▶ What is needed
Could you restate all of the entries, word for word?

Stored data entries:

········

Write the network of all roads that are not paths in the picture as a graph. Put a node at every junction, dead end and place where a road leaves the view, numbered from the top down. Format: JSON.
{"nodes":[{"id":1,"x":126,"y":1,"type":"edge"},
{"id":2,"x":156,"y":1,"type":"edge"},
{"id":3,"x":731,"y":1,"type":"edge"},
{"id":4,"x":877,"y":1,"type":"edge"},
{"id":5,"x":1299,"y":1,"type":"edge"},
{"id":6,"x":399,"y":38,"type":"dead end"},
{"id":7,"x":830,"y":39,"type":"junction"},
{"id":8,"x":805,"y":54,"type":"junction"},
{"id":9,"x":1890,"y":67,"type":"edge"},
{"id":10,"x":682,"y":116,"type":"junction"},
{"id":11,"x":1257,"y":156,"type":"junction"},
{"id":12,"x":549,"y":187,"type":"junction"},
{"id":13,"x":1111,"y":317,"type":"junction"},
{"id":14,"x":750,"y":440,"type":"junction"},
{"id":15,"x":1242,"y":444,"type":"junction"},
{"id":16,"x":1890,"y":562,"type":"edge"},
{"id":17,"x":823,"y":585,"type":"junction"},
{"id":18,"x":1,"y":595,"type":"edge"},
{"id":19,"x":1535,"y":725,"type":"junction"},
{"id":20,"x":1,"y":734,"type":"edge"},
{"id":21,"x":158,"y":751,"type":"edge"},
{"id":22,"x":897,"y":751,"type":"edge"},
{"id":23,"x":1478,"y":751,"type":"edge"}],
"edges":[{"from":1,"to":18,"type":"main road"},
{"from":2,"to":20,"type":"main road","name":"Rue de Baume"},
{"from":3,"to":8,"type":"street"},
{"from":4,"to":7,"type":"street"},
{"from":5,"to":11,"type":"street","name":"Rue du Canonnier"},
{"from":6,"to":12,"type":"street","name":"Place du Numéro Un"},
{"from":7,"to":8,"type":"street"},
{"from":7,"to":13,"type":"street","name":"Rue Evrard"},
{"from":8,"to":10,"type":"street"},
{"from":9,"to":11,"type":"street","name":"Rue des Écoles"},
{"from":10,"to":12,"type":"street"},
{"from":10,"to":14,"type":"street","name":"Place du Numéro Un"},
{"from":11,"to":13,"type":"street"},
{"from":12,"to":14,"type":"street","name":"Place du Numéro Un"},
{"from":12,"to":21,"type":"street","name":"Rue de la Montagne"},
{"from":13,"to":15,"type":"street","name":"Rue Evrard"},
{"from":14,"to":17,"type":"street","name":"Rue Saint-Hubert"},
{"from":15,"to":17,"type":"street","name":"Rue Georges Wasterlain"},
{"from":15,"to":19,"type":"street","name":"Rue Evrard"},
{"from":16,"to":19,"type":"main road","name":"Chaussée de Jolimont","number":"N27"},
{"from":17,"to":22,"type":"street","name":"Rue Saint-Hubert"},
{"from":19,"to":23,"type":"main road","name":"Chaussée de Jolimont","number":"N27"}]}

········

▶ Answer to this problem
Write the network of all roads that are not paths in the picture as a graph. Put a node at every junction, dead end and place where a road leaves the view, numbered from the top down. Format: JSON.
{"nodes":[{"id":1,"x":126,"y":1,"type":"edge"},
{"id":2,"x":156,"y":1,"type":"edge"},
{"id":3,"x":731,"y":1,"type":"edge"},
{"id":4,"x":877,"y":1,"type":"edge"},
{"id":5,"x":1299,"y":1,"type":"edge"},
{"id":6,"x":399,"y":38,"type":"dead end"},
{"id":7,"x":830,"y":39,"type":"junction"},
{"id":8,"x":805,"y":54,"type":"junction"},
{"id":9,"x":1890,"y":67,"type":"edge"},
{"id":10,"x":682,"y":116,"type":"junction"},
{"id":11,"x":1257,"y":156,"type":"junction"},
{"id":12,"x":549,"y":187,"type":"junction"},
{"id":13,"x":1111,"y":317,"type":"junction"},
{"id":14,"x":750,"y":440,"type":"junction"},
{"id":15,"x":1242,"y":444,"type":"junction"},
{"id":16,"x":1890,"y":562,"type":"edge"},
{"id":17,"x":823,"y":585,"type":"junction"},
{"id":18,"x":1,"y":595,"type":"edge"},
{"id":19,"x":1535,"y":725,"type":"junction"},
{"id":20,"x":1,"y":734,"type":"edge"},
{"id":21,"x":158,"y":751,"type":"edge"},
{"id":22,"x":897,"y":751,"type":"edge"},
{"id":23,"x":1478,"y":751,"type":"edge"}],
"edges":[{"from":1,"to":18,"type":"main road"},
{"from":2,"to":20,"type":"main road","name":"Rue de Baume"},
{"from":3,"to":8,"type":"street"},
{"from":4,"to":7,"type":"street"},
{"from":5,"to":11,"type":"street","name":"Rue du Canonnier"},
{"from":6,"to":12,"type":"street","name":"Place du Numéro Un"},
{"from":7,"to":8,"type":"street"},
{"from":7,"to":13,"type":"street","name":"Rue Evrard"},
{"from":8,"to":10,"type":"street"},
{"from":9,"to":11,"type":"street","name":"Rue des Écoles"},
{"from":10,"to":12,"type":"street"},
{"from":10,"to":14,"type":"street","name":"Place du Numéro Un"},
{"from":11,"to":13,"type":"street"},
{"from":12,"to":14,"type":"street","name":"Place du Numéro Un"},
{"from":12,"to":21,"type":"street","name":"Rue de la Montagne"},
{"from":13,"to":15,"type":"street","name":"Rue Evrard"},
{"from":14,"to":17,"type":"street","name":"Rue Saint-Hubert"},
{"from":15,"to":17,"type":"street","name":"Rue Georges Wasterlain"},
{"from":15,"to":19,"type":"street","name":"Rue Evrard"},
{"from":16,"to":19,"type":"main road","name":"Chaussée de Jolimont","number":"N27"},
{"from":17,"to":22,"type":"street","name":"Rue Saint-Hubert"},
{"from":19,"to":23,"type":"main road","name":"Chaussée de Jolimont","number":"N27"}]}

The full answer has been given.